I begin the testing process using the e.py file and pwntools. I began testing with payloads of length greater than 10 until I found one long enough to overflow into make_me_not_zero. The payload was sent using pwntools p.sendline and p.recvline.
#!/usr/bin/env python3
import sys
import os
from pwn import *
context.update(arch='x86_64', os='linux')
#initialize payload
payload = '1111111111111111111111111111111111111111111111111111'
p.sendline(payload)
p.interactive()Sending a payload long enough through the pwntools exploit program results in an overflow and reveals the flag. This was a very basic buffer overflow problem but demonstrates the concept behind buffer overflows overwriting data when input is left unchecked.
Part 2 – Basic Overflow 2
Again, I was given four files in similar format to part 1. I utilized the pwntools skeleton code e.py, a compiled flag binary, a readable flag.c program, and the user.txt file when calculating the flag hash. I began by reading the flag.c file and inspecting it for vulnerabilities.
#include <stdio.h>
#include <stdlib.h>
#include <unistd.h>
#include "../../shared/kernels_lib.c"
//FOLLOW ALONG WITH THE PWNTOOLS TRAINING VIDEO, IT GOES OVER AN IDENTICAL C>
int main(int argc, char* argv[]){
int read_ret;
char buffer[123];
printf("Feed Me A Stray String:\n");
read_ret = read(0, buffer, 1000);
return 0;
}
//FIND THIS FUNCTION CALL IN OBJDUMP
void can_you_reach_me() {
call_me();
}In the code I see the buffer is size 123 and that the program uses the read() call from user input. The program gives hints in the comments to use objdump to analyze the binary and find the address of call_me(). The objective is to overflow the buffer and return the program to the call_me() address.
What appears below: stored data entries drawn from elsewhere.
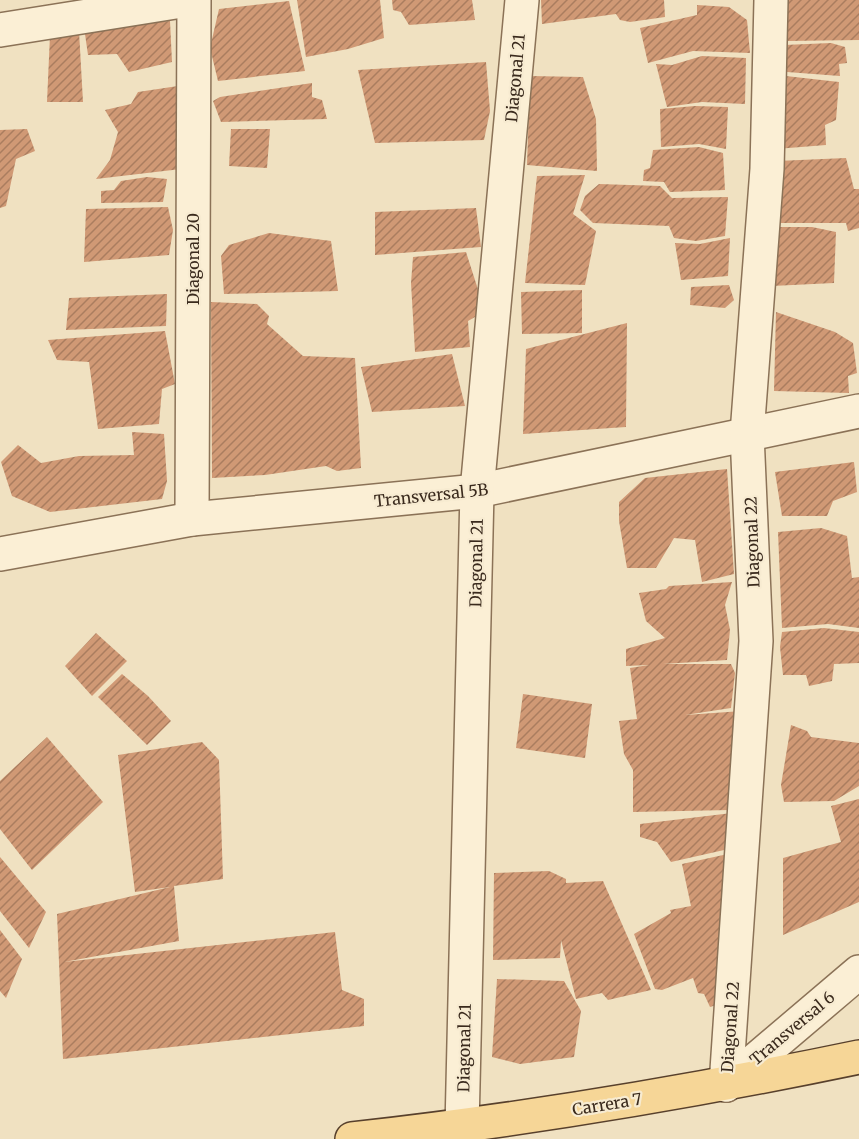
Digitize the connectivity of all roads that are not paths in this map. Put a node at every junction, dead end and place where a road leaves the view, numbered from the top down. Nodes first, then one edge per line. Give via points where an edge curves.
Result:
1 (188, 0) edge
2 (194, 0) edge
3 (522, 0) edge
4 (771, 0) edge
5 (0, 30) edge
6 (859, 411) edge
7 (747, 434) junction
8 (477, 491) junction
9 (192, 519) junction
10 (0, 554) edge
11 (859, 972) edge
12 (859, 1057) edge
13 (726, 1085) junction
14 (462, 1127) junction
15 (352, 1139) edge

1 - 5 street
2 - 9 street, Diagonal 20
3 - 8 street, Diagonal 21
4 - 7 street, Diagonal 22 via 767,169
6 - 7 street, Transversal 5B
7 - 8 street, Transversal 5B
7 - 13 street, Diagonal 22 via 756,641
8 - 9 street, Transversal 5B
8 - 14 street, Diagonal 21
9 - 10 street, Transversal 5B
11 - 13 street, Transversal 6
12 - 13 main road, Carrera 7
13 - 14 main road, Carrera 7
14 - 15 main road, Carrera 7

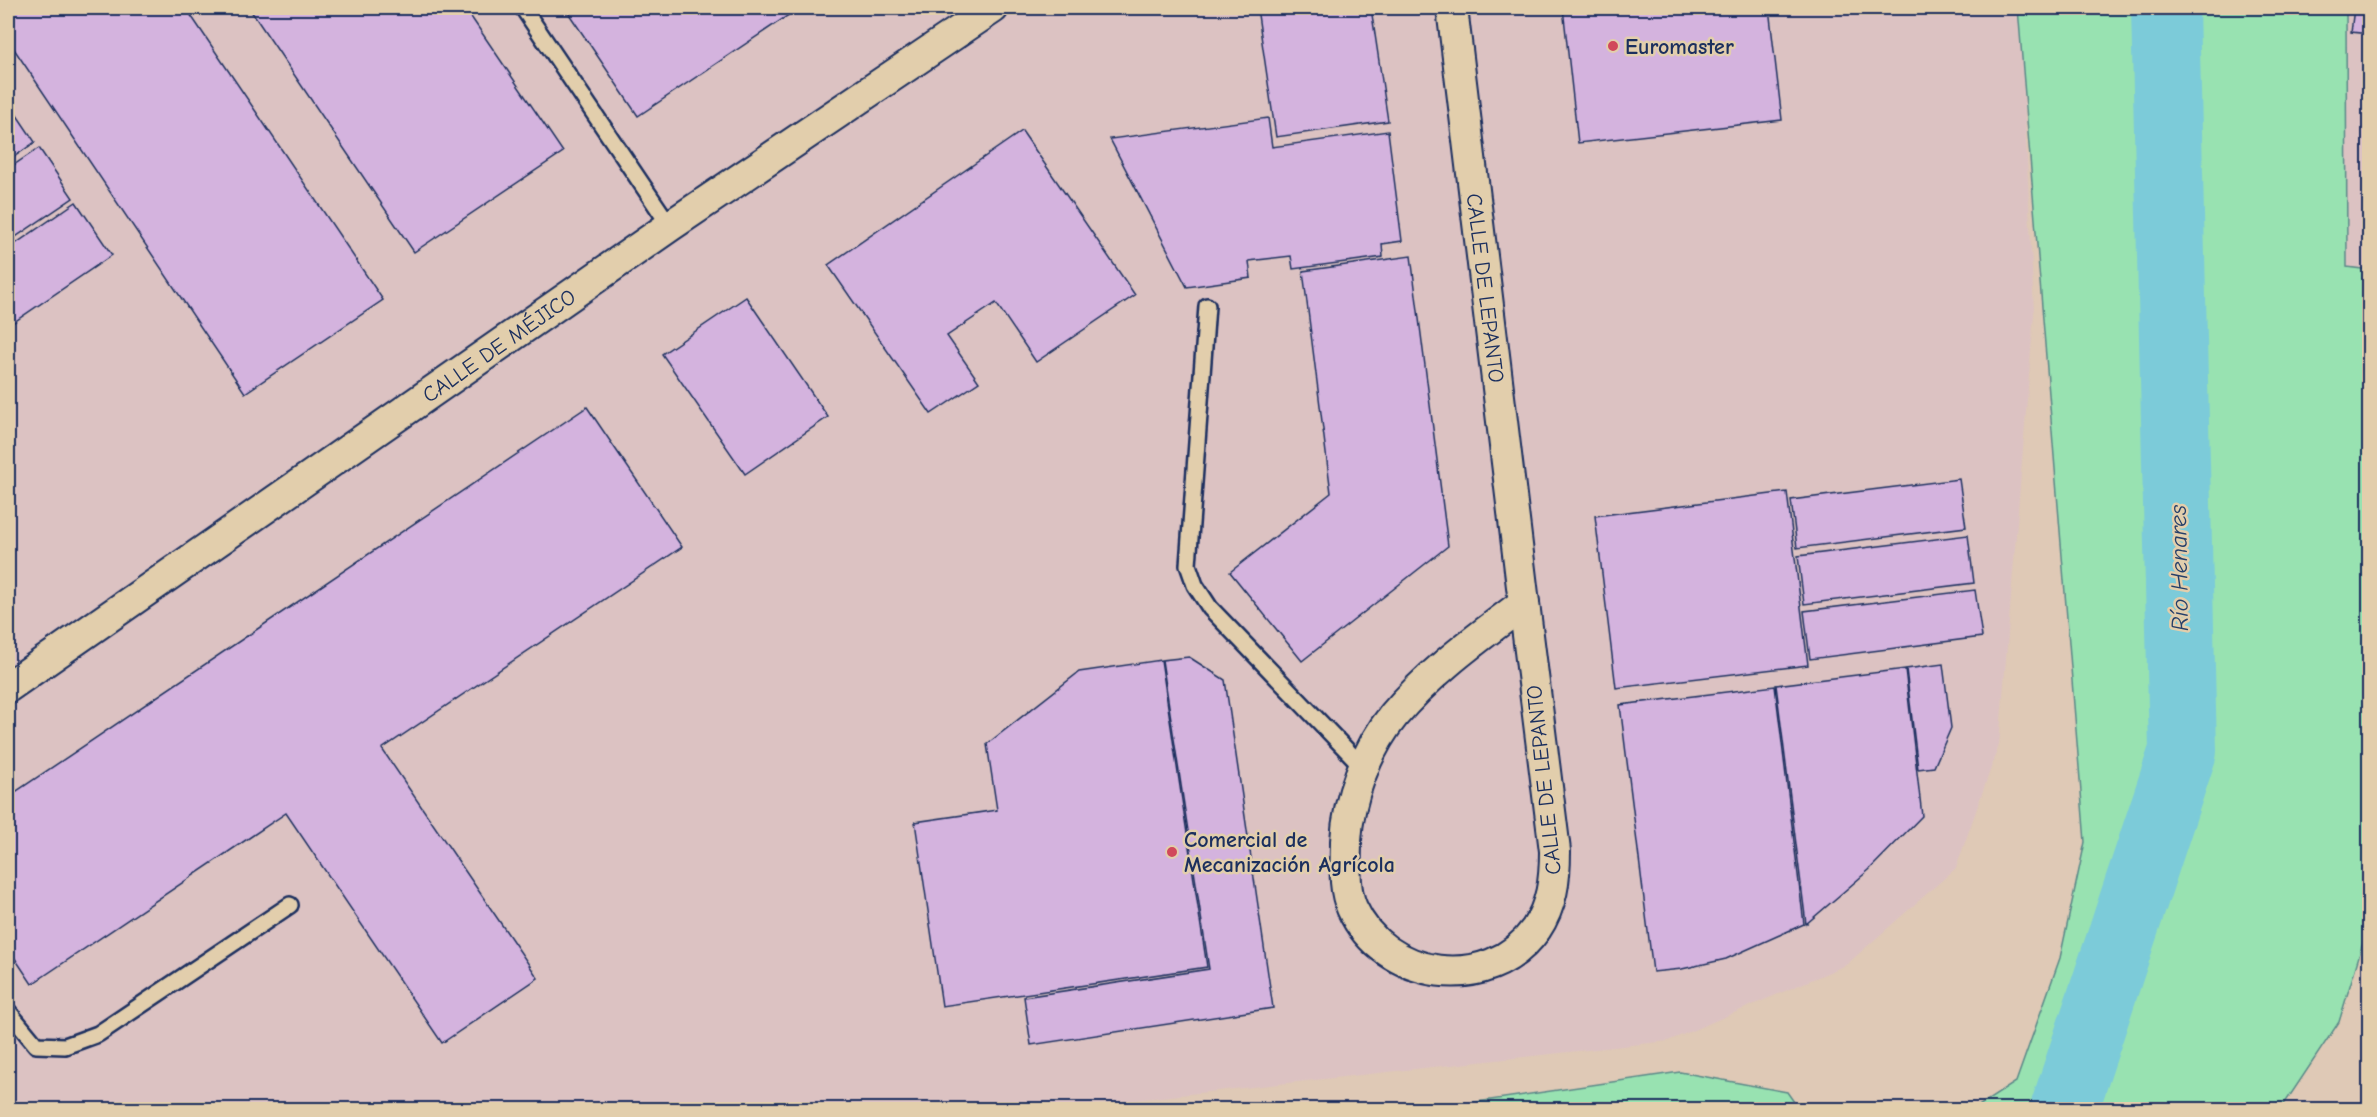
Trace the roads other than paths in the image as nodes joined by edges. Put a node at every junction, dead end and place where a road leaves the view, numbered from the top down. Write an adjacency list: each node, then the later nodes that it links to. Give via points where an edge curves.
1 (522, 8): 4 (lane)
2 (993, 8): 4 (street, CALLE DE MÉJICO)
3 (1452, 8): 6 (street, CALLE DE LEPANTO)
4 (670, 226): 7 (street, CALLE DE MÉJICO)
5 (1207, 306): 8 (lane, via 1188,565 1191,575 1210,608)
6 (1524, 603): 8 (street, CALLE DE LEPANTO, via 1440,667 1393,717); 8 (street, CALLE DE LEPANTO, via 1555,852 1555,879 1548,906 1535,930 1516,950 1492,964 1465,971 1437,972 1386,951 1366,932 1352,908 1345,881 1347,823)
7 (8, 687)
8 (1363, 767)
9 (290, 905): 10 (lane, via 98,1034 65,1046 36,1045)
10 (8, 1011)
I used the command objdump -D flag > flag.asm to create a file with the assembly code to find the address of call_me(). I used vim to search through the assembly file to find the function “can_you_reach_me” and the associated address using the shortcut / to search for the string. The associated address appears next to the <call_me> function and is 0x401a9e
Next, we need to go through the debugger to see where our program is returning and how we can break it. In this example we use pwntools debugger dbg. We start by initializing a cyclic payload in pwntools of an arbitrary length – I chose 264 bytes to trigger a segmentation fault in the debugger. This will send a repetitive 4 byte payload of alphabetic characters in the form aaaabaaacaaadaaaeaaa….etc. We will want to search for this string in its hexadecimal form in the debugger after the segmentation fault occurs.
Here the cyclic function was successful in overwriting data from the debugger in the bottom of this image where the return address was overwritten and reads 0x626161…. Next I used cyclic_find() to find the exact number of bytes before this overwrite occurs so that I can add the desired return address here. Take note of the last 4 bytes 0x6261616b and search for this using cyclic_find(). I automate the sending of this payload by sending the exact number of bytes until the address is found as the payload using this payload = cyclic( cyclic_find( 0x6261616a ) ) Append the return address of the call_me() function found earlier so the program returns to the desired location. This is done with payload += p64( 0x401a9e )
Running the python pwntools exploit code will retrieve the flag.